[Buddha-l] Being unable to imagine dying [confused?]

lemmett at talk21.com lemmett at talk21.com
Mon Jun 7 00:14:46 MDT 2010


Really, Farber?
>My reply: Oh, OK. I understand phenomenology (having studied with Farber years ago and reading various bits of what some call Husserliana) but am wondering what is difficult about imagining your own death. Incidentally, do you mean the transition from being living to being dead or the state of being most quite dead ongoingly? What is the contradiction that you come up against? 
Well Merleau-Ponty might be saying that I must always be aware of the next moment so that my experience is never ending. If you're interested I can give my own workings but they're probably really wrong.

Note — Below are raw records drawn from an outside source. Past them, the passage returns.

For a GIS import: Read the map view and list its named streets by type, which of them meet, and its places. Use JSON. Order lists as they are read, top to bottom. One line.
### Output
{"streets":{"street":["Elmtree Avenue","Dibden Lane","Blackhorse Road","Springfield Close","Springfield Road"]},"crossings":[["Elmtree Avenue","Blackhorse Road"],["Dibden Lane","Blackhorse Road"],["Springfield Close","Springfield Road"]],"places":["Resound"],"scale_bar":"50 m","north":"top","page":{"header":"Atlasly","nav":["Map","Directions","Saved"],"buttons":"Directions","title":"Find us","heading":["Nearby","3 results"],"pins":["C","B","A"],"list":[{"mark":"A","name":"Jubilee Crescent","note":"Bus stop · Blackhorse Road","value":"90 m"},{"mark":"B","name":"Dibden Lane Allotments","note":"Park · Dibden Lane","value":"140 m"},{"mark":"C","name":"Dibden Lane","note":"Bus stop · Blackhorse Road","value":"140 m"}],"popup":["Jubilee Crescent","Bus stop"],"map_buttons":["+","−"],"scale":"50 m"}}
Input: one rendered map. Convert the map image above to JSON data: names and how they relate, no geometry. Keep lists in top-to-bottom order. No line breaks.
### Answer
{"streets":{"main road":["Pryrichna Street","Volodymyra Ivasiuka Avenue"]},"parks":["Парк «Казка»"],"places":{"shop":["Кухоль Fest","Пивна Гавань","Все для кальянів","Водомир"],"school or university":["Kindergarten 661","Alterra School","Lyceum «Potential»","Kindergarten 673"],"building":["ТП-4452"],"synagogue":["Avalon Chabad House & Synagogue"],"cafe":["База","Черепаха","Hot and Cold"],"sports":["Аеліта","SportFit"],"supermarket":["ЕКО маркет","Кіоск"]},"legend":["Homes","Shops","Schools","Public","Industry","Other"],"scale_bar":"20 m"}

>The "matter" or what is important is that you are asking the reader to go to some other source, take the trouble to read that source, interpret that, and then, further, interpret how you might be taking in the cited passages, and guessing what conclusions you drew from them and what you found important, central, inspiring, and so forth. That is a lot of work you are asking others to do. Much simpler, less onerous for others, would be for you just to say what it is that you see as important in the passage and how it impacts you. So that's the "matter" (the problem) with your just citing someone else's work as a reply to a question about what you are talking about or mean. It depends on how much you effort you yourself want to put into articulating (putting into words) what you are raising as a topic of discussion. So if you are only trying to be understood, there is a more efficient way to do it, that's all, 
I thought that the author could put and argue for it much more clearly than I could. Also those few pages seem so explicitly in agreement with me that if they were not I would have to seriously reconsider whether my opinion makes any sense. Sorry for that, it seemed more efficient.
Thanks.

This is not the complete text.